* _WORK REQUEST_
Your task is to find every line in the records that holds the string "Helderweirdtstraat" and copy it.
+++ DATA TO EXAMINE
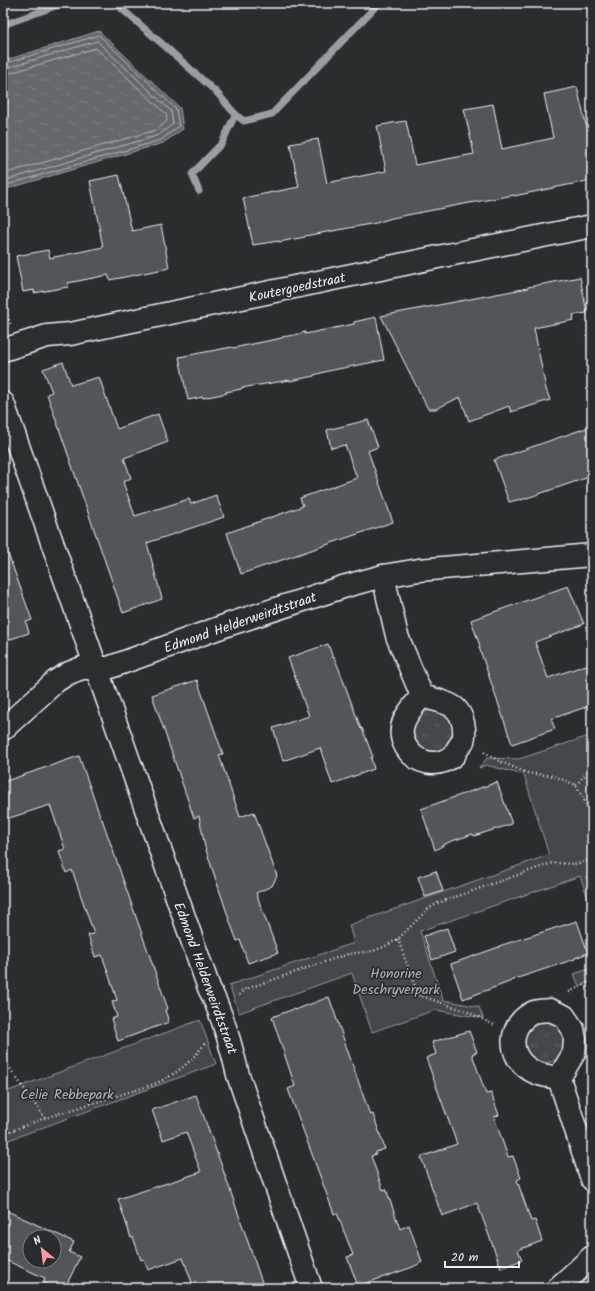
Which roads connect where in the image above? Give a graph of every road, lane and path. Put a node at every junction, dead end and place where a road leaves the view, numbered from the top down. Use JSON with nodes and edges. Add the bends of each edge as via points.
{"nodes":[{"id":1,"x":592,"y":226,"type":"edge"},
{"id":2,"x":3,"y":350,"type":"edge"},
{"id":3,"x":3,"y":403,"type":"edge"},
{"id":4,"x":592,"y":555,"type":"edge"},
{"id":5,"x":383,"y":576,"type":"junction"},
{"id":6,"x":96,"y":668,"type":"junction"},
{"id":7,"x":422,"y":696,"type":"junction"},
{"id":8,"x":3,"y":729,"type":"edge"},
{"id":9,"x":463,"y":740,"type":"junction"},
{"id":10,"x":592,"y":767,"type":"edge"},
{"id":11,"x":576,"y":785,"type":"junction"},
{"id":12,"x":592,"y":816,"type":"edge"},
{"id":13,"x":592,"y":859,"type":"edge"},
{"id":14,"x":398,"y":939,"type":"junction"},
{"id":15,"x":222,"y":1018,"type":"junction"},
{"id":16,"x":513,"y":1037,"type":"junction"},
{"id":17,"x":3,"y":1059,"type":"edge"},
{"id":18,"x":559,"y":1078,"type":"junction"},
{"id":19,"x":45,"y":1118,"type":"junction"},
{"id":20,"x":3,"y":1134,"type":"edge"},
{"id":21,"x":592,"y":1180,"type":"edge"},
{"id":22,"x":592,"y":1257,"type":"edge"},
{"id":23,"x":312,"y":1288,"type":"edge"},
{"id":24,"x":558,"y":1288,"type":"edge"}],
"edges":[{"from":1,"to":2,"type":"street","name":"Koutergoedstraat","via":[[70,334],[47,336]]},
{"from":3,"to":6,"type":"street","name":"Edmond Helderweirdtstraat"},
{"from":4,"to":5,"type":"street","name":"Edmond Helderweirdtstraat","via":[[419,570]]},
{"from":5,"to":6,"type":"street","name":"Edmond Helderweirdtstraat","via":[[264,613],[108,668]]},
{"from":5,"to":7,"type":"street","via":[[397,636]]},
{"from":6,"to":8,"type":"street","name":"Edmond Helderweirdtstraat","via":[[82,668],[56,681]]},
{"from":6,"to":15,"type":"street","name":"Edmond Helderweirdtstraat","via":[[209,988]]},
{"from":7,"to":9,"type":"street","via":[[456,709],[463,723]]},
{"from":7,"to":9,"type":"street","via":[[407,714],[401,727],[403,742],[410,754],[423,762],[436,763],[454,755]]},
{"from":9,"to":11,"type":"path","via":[[499,761],[527,773],[554,776]]},
{"from":10,"to":11,"type":"path"},
{"from":11,"to":12,"type":"path"},
{"from":13,"to":14,"type":"path","via":[[578,864],[552,863],[438,903],[428,909]]},
{"from":14,"to":15,"type":"path","via":[[372,951],[348,954],[243,990]]},
{"from":14,"to":16,"type":"path","via":[[418,995],[466,1011]]},
{"from":15,"to":19,"type":"path","via":[[194,1057],[168,1079]]},
{"from":15,"to":23,"type":"street","name":"Edmond Helderweirdtstraat","via":[[238,1075]]},
{"from":16,"to":18,"type":"street","via":[[515,1053],[526,1067],[540,1075]]},
{"from":16,"to":18,"type":"street","via":[[519,1022],[532,1012],[550,1010],[564,1016],[573,1030],[574,1053]]},
{"from":17,"to":19,"type":"path"},
{"from":18,"to":21,"type":"street"},
{"from":19,"to":20,"type":"path"},
{"from":22,"to":24,"type":"street"}]}
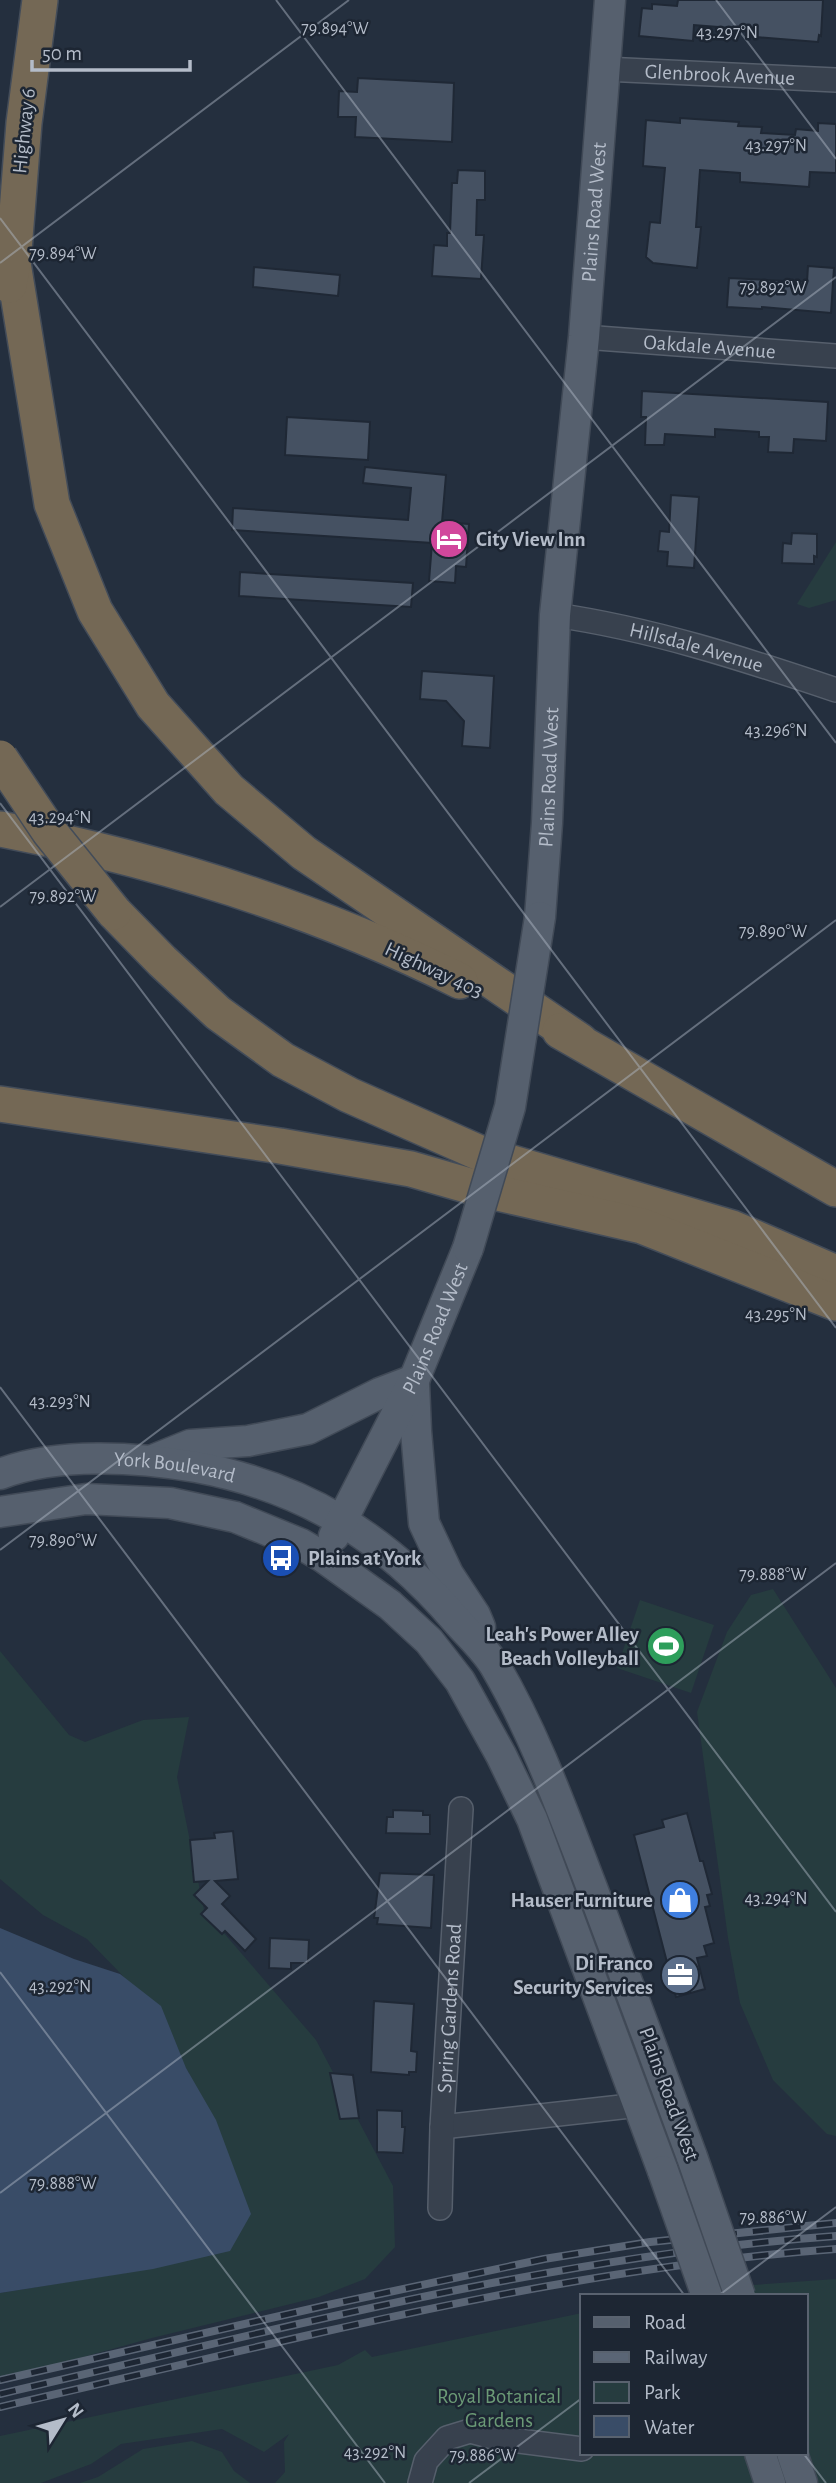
++++++
* _OUTPUT OF THE EXERCISE_
{"from":3,"to":6,"type":"street","name":"Edmond Helderweirdtstraat"},
{"from":4,"to":5,"type":"street","name":"Edmond Helderweirdtstraat","via":[[419,570]]},
{"from":5,"to":6,"type":"street","name":"Edmond Helderweirdtstraat","via":[[264,613],[108,668]]},
{"from":6,"to":8,"type":"street","name":"Edmond Helderweirdtstraat","via":[[82,668],[56,681]]},
{"from":6,"to":15,"type":"street","name":"Edmond Helderweirdtstraat","via":[[209,988]]},
{"from":15,"to":23,"type":"street","name":"Edmond Helderweirdtstraat","via":[[238,1075]]},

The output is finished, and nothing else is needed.